_What this task involves_.
Across the records that follow, determine how many lines contain "dead" and give only the resulting number.

___ Entries supplied ___

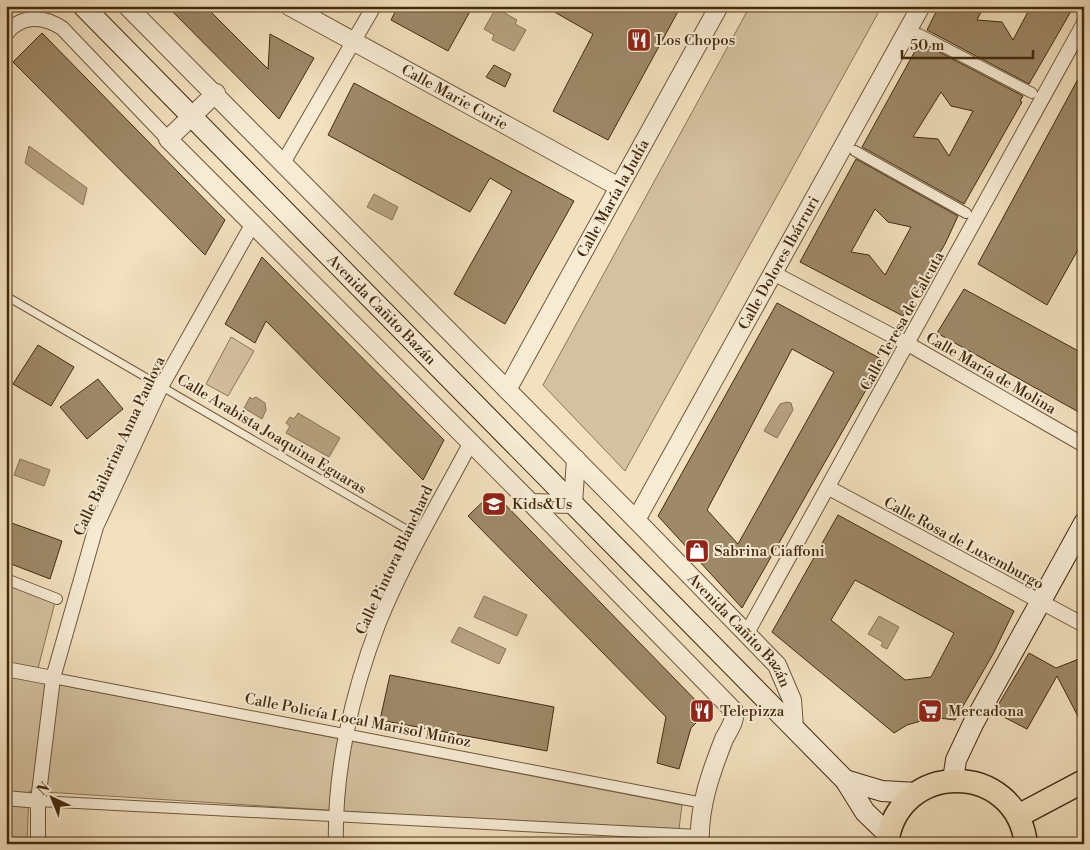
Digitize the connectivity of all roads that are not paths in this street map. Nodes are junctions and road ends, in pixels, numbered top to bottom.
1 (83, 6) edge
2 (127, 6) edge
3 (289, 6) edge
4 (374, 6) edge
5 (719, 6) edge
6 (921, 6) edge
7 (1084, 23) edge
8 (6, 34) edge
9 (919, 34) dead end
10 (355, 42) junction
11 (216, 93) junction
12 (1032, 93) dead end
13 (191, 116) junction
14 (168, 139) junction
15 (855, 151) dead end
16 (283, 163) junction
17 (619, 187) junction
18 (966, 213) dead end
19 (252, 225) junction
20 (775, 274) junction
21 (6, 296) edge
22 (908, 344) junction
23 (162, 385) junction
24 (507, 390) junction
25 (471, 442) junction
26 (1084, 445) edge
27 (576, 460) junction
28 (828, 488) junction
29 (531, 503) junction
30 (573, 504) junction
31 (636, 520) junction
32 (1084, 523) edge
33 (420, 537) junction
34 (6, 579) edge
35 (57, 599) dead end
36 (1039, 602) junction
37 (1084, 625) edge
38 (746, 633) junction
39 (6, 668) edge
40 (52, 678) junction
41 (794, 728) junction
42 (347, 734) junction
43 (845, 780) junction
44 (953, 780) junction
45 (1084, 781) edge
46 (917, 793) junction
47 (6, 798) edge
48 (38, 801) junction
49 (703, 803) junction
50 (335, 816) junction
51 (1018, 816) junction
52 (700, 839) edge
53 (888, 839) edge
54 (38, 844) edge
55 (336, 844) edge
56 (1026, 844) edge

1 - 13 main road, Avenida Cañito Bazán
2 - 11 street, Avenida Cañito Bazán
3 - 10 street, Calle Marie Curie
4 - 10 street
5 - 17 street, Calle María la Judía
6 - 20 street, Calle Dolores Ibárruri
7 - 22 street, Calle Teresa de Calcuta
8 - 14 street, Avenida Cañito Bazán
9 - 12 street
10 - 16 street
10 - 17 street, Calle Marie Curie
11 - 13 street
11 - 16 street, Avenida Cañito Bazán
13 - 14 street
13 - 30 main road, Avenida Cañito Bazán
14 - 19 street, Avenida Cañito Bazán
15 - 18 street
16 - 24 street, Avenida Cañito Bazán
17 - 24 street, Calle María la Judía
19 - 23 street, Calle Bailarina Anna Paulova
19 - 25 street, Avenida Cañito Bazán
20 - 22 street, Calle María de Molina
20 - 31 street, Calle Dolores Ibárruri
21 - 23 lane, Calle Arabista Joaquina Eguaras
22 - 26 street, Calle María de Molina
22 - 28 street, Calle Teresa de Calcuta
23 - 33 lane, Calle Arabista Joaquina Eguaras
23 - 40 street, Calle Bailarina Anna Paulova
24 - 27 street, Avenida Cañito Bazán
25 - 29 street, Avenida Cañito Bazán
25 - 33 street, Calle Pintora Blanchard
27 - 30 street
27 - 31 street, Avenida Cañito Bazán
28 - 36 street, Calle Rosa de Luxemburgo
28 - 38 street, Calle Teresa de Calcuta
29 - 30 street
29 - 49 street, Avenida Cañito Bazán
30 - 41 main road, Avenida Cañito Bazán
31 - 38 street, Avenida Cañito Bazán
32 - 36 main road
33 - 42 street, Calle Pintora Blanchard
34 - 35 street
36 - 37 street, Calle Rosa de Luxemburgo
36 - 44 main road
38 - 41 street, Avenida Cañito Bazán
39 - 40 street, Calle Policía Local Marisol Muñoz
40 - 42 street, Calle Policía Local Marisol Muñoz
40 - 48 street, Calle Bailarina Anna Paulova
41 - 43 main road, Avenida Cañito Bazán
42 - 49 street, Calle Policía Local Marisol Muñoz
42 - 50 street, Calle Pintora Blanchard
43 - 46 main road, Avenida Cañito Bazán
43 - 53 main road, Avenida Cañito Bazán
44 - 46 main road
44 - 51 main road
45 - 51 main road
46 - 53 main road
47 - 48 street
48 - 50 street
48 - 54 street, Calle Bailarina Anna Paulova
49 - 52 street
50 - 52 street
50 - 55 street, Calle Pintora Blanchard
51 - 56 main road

___

_Finished task_.
5